Nice little iambic diameter!


----------



## Peter (Jan 17, 2005)

LoL, sorry, I dont think i can rhyme this! 

However, welcome to CB.com! It sounds like you have ALOT of music experience! That is super cool, I wish I had more time to play music more, but my time is tied up other places (I play Clarinette, so it's not the easyest instrument to find a group to play with eather... :-( ) 

I have not ever been to Pheonix unfortunatly. (send me some tickets and I'd love to visit! I think your quite a bit warmer then where I live right now) (chalk up another new member from the US of A, down under had better get their act together to catch up here!)
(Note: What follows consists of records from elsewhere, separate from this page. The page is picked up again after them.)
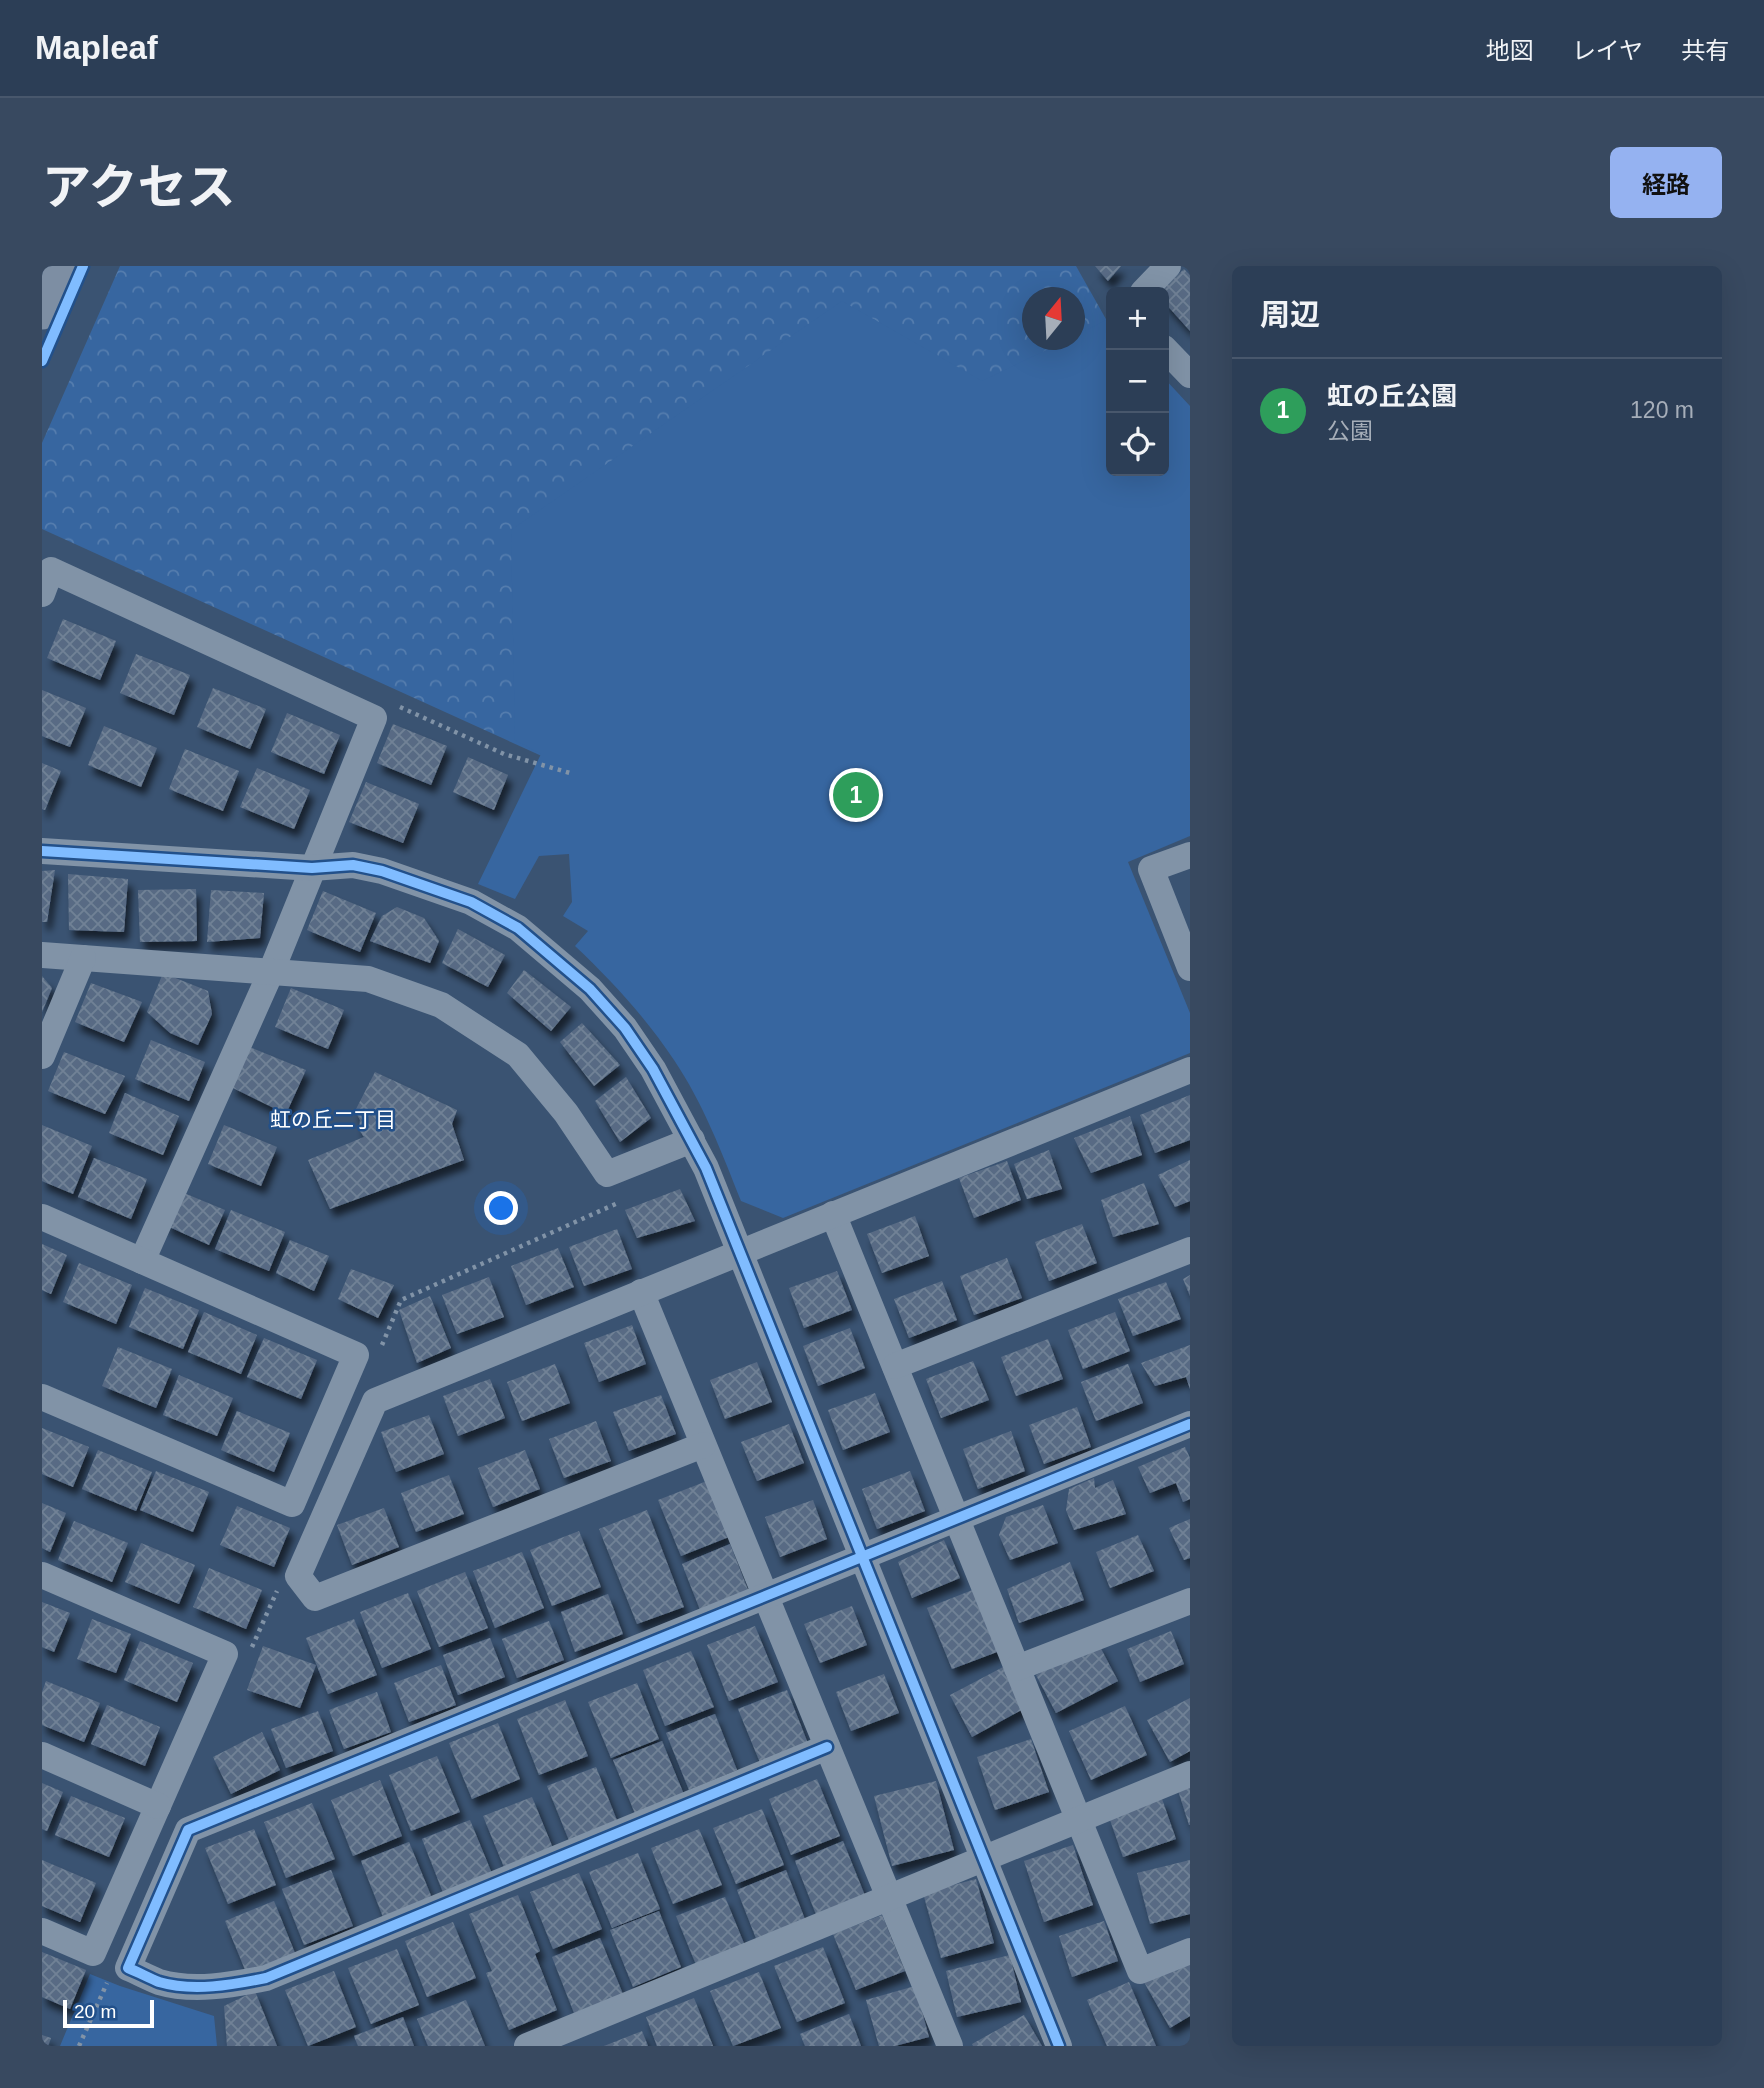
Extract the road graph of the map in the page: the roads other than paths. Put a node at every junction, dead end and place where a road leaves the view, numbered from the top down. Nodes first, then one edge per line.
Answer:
1 (62, 266) edge
2 (1168, 266) edge
3 (1148, 287) edge
4 (42, 311) edge
5 (1166, 350) edge
6 (1190, 375) edge
7 (42, 594) edge
8 (42, 852) edge
9 (1190, 855) edge
10 (312, 868) junction
11 (42, 955) edge
12 (83, 958) junction
13 (1190, 968) edge
14 (271, 972) junction
15 (42, 1056) edge
16 (1190, 1070) edge
17 (692, 1140) junction
18 (833, 1214) junction
19 (42, 1217) edge
20 (1190, 1250) edge
21 (740, 1252) junction
22 (142, 1261) junction
23 (641, 1292) junction
24 (895, 1366) junction
25 (42, 1397) edge
26 (1190, 1424) edge
27 (704, 1444) junction
28 (956, 1519) junction
29 (863, 1556) junction
30 (42, 1575) edge
31 (765, 1596) junction
32 (1190, 1601) edge
33 (1017, 1668) junction
34 (827, 1747) junction
35 (42, 1755) edge
36 (1190, 1774) edge
37 (158, 1806) junction
38 (1079, 1820) junction
39 (985, 1858) junction
40 (889, 1898) junction
41 (42, 1931) edge
42 (1190, 1951) edge
43 (527, 2046) edge
44 (950, 2046) edge
45 (1059, 2046) edge

1 - 4 street
2 - 3 street
5 - 6 street
7 - 10 street
8 - 10 street
9 - 13 street
10 - 14 street
10 - 17 street
11 - 12 street
12 - 14 street
12 - 15 street
14 - 17 street
14 - 22 street
16 - 18 street
17 - 21 street
18 - 21 street
18 - 24 street
19 - 22 street
20 - 24 street
21 - 23 street
21 - 29 street
22 - 25 street
23 - 27 street
23 - 27 street
24 - 28 street
26 - 28 street
27 - 31 street
28 - 29 street
28 - 33 street
29 - 31 street
29 - 39 street
30 - 37 street
31 - 34 street
31 - 34 street
32 - 33 street
33 - 38 street
34 - 40 street
35 - 37 street
36 - 38 street
37 - 41 street
38 - 39 street
38 - 42 street
39 - 40 street
39 - 45 street
40 - 43 street
40 - 44 street

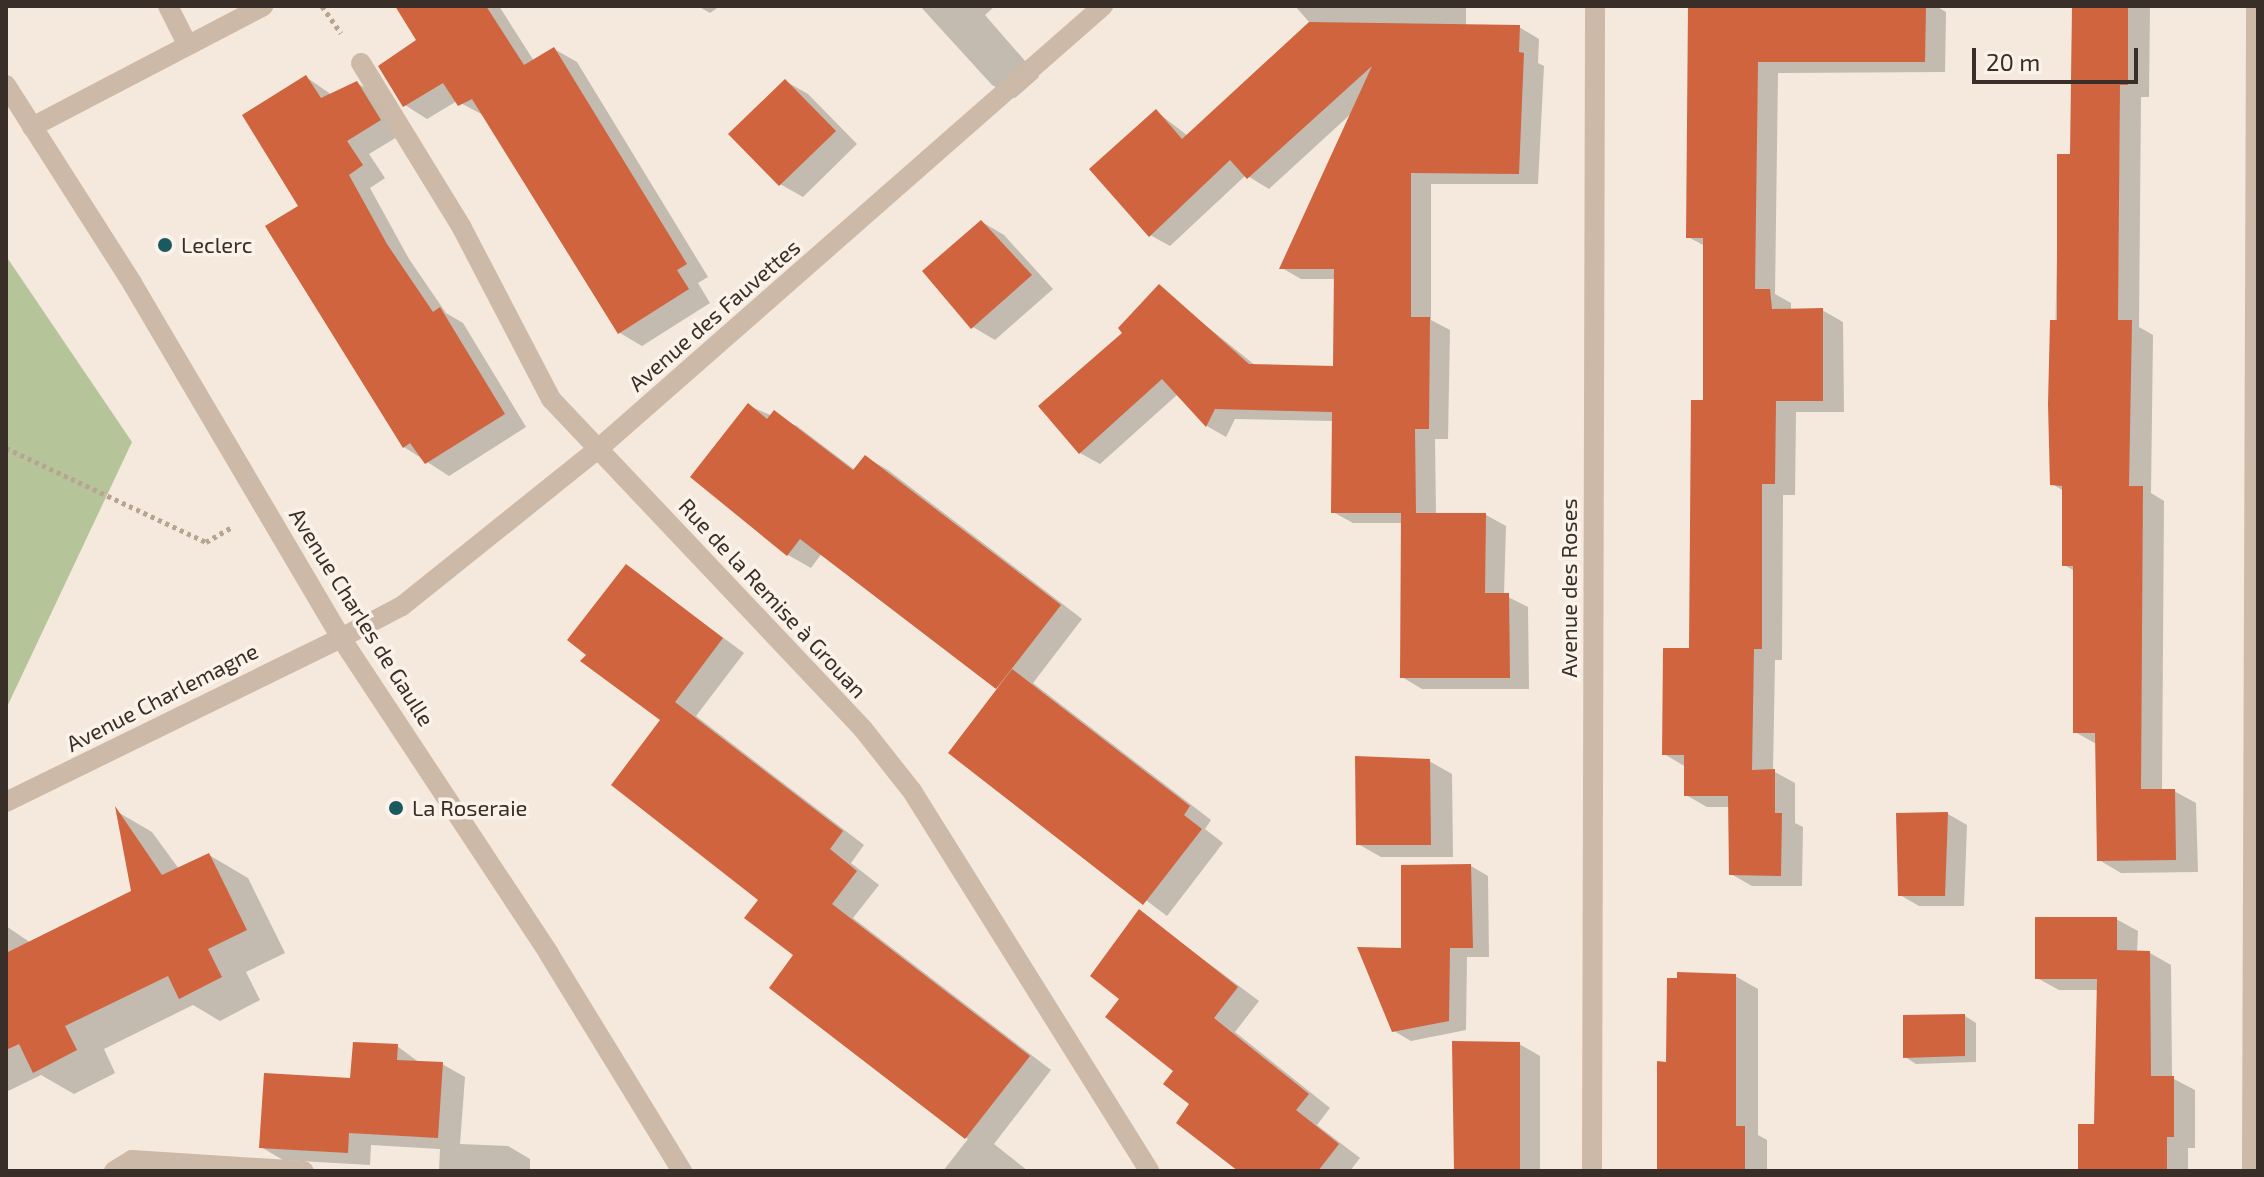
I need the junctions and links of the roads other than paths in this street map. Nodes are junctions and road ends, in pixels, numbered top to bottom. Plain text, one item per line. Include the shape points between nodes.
1 (168, 6) edge
2 (263, 6) edge
3 (1103, 6) edge
4 (1595, 6) edge
5 (2256, 6) edge
6 (186, 42) junction
7 (361, 63) dead end
8 (6, 85) edge
9 (32, 127) junction
10 (598, 449) junction
11 (341, 638) junction
12 (6, 802) edge
13 (114, 1171) edge
14 (304, 1171) edge
15 (682, 1171) edge
16 (1149, 1171) edge
17 (1592, 1171) edge
18 (2252, 1171) edge

1 - 6 street
2 - 6 street
3 - 10 street, Avenue des Fauvettes
4 - 17 street, Avenue des Roses
5 - 18 street
6 - 9 street
7 - 10 street, Rue de la Remise à Grouan via 462,228 551,399
8 - 9 street, Avenue Charles de Gaulle
9 - 11 street, Avenue Charles de Gaulle
10 - 11 street, Avenue des Fauvettes via 402,606
10 - 16 street, Rue de la Remise à Grouan via 863,729 912,791
11 - 12 street, Avenue Charlemagne
11 - 15 street, Avenue Charles de Gaulle via 549,954
13 - 14 street via 132,1160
Anyway, back on subject again, Welcome to Controlbooth.com I am looking forward to seeing your posts all arround the forums!

-the official welcome wagon part 2


----------



## Too_Tall (Jan 18, 2005)

Yay, someone else in the us of a


----------



## avkid (Jan 18, 2005)

"iambic diameter" I think it is Iambic pentameter, a meter in poetry, consisting of lines with five feet (hence "pentameter") in which the iamb is the dominant foot (hence "Iambic"). Iambic rhythms are quite easy to write in English and iambic pentameter is among the most common metrical forms in English poetry. Like the rest of the meters it has its origins in Greek poetry.(from free encyclopedia)


----------



## SuperCow (Jan 18, 2005)

But the penta in pentameter signifies that there are five, while there were only two in what you said.


----------



## Peter (Jan 18, 2005)

lol AHHHHHHhhhh The horror!!! It's like english class all over again! I am sorry guys, I cant really help out with what kinda poetry you are writing (I have never realy picked up on most stuff on english class)


----------



## propmonkey (Jan 18, 2005)

still the form is iambic pentameter


----------



## SuperCow (Jan 19, 2005)

Alright, I concede defeat! Actually, I hate poetry, so I really wouldn't be the one to consult! I have been known to let out groans whenever we do poetry.


----------



## len (Jan 19, 2005)

He didn't know he was a poet
But his feet sure showed it
They were Longfellows

The only other poem I can sort of remember is too dirty for distribution.

Welcome to ControlBooth!


----------